Meanwhile, Gunn gets on the ice as much as possible, a quest no doubt aided by her father’s purchase of Surf City Skate Zone in Huntington Beach last year. Then again, she was usually playing hockey every day anyway.

Gunn essentially introduced herself to the sport. Active in swimming and soccer, she was a hockey spectator for two years, from age 11 to 12, watching her younger brother Jake’s games. A couple of times, armed with only a baseball glove, Gunn caught tennis-ball slap slots from Jake in the front yard, but her family was still surprised when she asked for goaltending equipment for her 13th birthday.

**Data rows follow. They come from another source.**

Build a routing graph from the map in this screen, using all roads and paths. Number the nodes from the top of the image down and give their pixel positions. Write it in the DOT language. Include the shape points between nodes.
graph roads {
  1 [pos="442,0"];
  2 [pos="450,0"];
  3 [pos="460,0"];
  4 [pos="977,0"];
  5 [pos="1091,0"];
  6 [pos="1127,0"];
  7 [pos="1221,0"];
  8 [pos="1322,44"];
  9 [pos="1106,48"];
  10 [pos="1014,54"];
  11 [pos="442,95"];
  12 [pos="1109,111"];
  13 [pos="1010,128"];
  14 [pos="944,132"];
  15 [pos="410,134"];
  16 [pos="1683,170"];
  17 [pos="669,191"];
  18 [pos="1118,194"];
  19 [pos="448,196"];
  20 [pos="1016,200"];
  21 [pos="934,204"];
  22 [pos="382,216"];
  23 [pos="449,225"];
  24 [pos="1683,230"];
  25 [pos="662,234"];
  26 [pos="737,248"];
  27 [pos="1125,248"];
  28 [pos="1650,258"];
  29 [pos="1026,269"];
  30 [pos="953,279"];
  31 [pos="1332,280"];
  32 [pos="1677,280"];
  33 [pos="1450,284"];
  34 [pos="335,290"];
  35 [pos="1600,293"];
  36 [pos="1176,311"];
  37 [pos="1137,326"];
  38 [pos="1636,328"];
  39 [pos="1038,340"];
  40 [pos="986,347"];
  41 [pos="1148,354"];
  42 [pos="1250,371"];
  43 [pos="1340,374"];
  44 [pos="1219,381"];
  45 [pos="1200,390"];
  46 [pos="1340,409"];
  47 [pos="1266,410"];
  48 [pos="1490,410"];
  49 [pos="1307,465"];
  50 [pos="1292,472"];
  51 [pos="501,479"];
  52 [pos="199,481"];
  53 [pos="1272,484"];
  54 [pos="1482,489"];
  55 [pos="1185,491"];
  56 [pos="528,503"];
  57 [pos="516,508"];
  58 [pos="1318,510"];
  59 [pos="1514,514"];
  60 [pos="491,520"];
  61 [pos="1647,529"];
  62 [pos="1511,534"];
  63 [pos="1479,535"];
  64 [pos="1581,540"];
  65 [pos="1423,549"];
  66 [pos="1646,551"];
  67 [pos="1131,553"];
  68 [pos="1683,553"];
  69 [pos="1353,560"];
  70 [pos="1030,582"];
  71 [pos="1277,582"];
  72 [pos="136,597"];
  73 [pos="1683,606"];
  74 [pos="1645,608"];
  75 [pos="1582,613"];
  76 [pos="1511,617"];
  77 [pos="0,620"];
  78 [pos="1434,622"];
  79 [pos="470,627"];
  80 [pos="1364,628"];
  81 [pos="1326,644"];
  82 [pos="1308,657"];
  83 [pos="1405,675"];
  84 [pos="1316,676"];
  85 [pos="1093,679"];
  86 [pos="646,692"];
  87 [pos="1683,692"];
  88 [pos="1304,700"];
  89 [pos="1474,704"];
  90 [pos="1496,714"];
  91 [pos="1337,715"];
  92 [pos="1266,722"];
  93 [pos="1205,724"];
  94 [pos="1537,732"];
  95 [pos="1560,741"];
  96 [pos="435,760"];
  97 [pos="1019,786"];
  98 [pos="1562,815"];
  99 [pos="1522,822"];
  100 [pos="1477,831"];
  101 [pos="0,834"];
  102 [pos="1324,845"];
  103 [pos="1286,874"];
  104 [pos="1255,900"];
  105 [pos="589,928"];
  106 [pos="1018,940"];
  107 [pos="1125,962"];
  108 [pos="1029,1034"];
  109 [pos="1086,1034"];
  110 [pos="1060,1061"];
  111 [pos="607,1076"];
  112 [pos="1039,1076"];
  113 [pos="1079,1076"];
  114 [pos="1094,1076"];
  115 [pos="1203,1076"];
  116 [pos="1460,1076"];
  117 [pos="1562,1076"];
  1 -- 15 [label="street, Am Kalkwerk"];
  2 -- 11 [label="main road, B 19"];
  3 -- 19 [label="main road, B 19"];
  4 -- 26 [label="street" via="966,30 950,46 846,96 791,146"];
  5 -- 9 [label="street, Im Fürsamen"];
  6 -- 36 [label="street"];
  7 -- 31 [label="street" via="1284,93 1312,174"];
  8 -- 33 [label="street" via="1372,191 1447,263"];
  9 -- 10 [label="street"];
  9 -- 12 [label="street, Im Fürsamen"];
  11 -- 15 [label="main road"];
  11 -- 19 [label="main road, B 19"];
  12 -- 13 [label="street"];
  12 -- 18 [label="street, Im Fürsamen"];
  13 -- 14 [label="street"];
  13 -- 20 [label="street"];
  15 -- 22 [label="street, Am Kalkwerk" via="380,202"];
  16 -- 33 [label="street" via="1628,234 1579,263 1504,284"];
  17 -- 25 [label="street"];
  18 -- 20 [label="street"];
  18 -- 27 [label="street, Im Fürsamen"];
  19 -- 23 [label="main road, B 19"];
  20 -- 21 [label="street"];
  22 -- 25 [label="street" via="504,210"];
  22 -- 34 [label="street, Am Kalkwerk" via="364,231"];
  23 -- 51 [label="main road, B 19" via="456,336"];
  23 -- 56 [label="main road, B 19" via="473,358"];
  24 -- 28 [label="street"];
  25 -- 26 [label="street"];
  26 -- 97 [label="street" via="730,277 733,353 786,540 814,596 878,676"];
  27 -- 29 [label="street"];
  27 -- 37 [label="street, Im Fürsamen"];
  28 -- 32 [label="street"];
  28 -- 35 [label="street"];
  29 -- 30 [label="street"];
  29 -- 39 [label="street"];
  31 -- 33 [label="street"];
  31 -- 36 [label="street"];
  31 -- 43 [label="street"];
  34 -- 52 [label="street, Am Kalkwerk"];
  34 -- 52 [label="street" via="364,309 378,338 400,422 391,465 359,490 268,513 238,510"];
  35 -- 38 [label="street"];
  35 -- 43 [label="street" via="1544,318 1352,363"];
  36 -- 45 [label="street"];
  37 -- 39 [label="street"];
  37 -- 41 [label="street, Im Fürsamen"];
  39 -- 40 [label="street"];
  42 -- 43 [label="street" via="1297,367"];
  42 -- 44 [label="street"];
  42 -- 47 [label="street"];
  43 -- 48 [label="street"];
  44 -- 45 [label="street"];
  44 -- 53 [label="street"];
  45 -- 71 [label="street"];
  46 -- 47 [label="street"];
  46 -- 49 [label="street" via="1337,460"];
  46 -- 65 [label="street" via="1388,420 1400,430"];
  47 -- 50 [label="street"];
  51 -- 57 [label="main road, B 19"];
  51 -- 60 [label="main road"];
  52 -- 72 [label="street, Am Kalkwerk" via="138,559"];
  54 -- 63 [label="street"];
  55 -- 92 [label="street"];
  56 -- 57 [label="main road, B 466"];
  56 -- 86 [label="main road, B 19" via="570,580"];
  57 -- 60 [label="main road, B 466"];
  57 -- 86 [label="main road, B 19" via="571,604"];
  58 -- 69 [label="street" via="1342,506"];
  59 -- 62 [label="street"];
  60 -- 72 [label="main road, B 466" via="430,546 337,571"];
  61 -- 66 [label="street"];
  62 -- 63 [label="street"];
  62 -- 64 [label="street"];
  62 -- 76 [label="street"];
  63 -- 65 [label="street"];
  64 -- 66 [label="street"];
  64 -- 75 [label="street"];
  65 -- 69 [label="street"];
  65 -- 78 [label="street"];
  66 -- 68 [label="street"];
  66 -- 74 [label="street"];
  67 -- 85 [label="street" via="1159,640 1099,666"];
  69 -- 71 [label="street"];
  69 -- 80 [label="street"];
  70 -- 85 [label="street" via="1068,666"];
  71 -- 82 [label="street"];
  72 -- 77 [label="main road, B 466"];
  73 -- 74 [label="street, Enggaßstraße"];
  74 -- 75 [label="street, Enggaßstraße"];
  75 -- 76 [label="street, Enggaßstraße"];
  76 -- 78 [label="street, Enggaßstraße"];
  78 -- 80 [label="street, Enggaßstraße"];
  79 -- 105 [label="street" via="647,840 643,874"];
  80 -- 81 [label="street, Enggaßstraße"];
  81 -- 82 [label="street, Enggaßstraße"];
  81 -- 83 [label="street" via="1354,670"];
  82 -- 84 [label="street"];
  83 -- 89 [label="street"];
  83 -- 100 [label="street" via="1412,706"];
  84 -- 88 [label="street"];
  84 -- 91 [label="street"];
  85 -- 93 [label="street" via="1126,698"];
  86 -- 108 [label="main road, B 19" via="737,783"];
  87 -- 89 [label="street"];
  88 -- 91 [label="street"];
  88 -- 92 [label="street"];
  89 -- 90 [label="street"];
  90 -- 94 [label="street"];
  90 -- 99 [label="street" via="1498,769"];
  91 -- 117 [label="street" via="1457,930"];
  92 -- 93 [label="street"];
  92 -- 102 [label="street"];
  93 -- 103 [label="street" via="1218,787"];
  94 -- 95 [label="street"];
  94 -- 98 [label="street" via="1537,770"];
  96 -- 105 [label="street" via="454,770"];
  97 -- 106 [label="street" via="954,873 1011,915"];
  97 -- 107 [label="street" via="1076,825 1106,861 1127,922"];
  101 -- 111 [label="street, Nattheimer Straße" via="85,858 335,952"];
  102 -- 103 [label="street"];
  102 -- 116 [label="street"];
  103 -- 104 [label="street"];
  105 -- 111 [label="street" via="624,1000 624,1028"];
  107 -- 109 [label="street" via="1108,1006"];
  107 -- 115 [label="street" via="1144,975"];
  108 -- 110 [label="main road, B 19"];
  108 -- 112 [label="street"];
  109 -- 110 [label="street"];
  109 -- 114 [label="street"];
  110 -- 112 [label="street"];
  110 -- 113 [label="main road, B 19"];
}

“To them it was a shock,” Gunn said, “but it seemed so natural to me.”

Now she packs her schedule by playing for two local boys’ teams--a Midget team of 15- to 17-year-olds and a Junior team of 18- to 20-year-olds. The competition--and powerful shots--boys provide has helped her improve as a goalkeeper, she said.

Gunn has no doubt she made the right choice by staying in Southern California--she’s a senior at Huntington Beach High--where she can play year round rather than meet prep school requirements of playing another sport.

“I think, had I really looked into it,” she said, “and saw you only get to play a few months out of the year, I would have said, ‘Nah, forget this.’ ”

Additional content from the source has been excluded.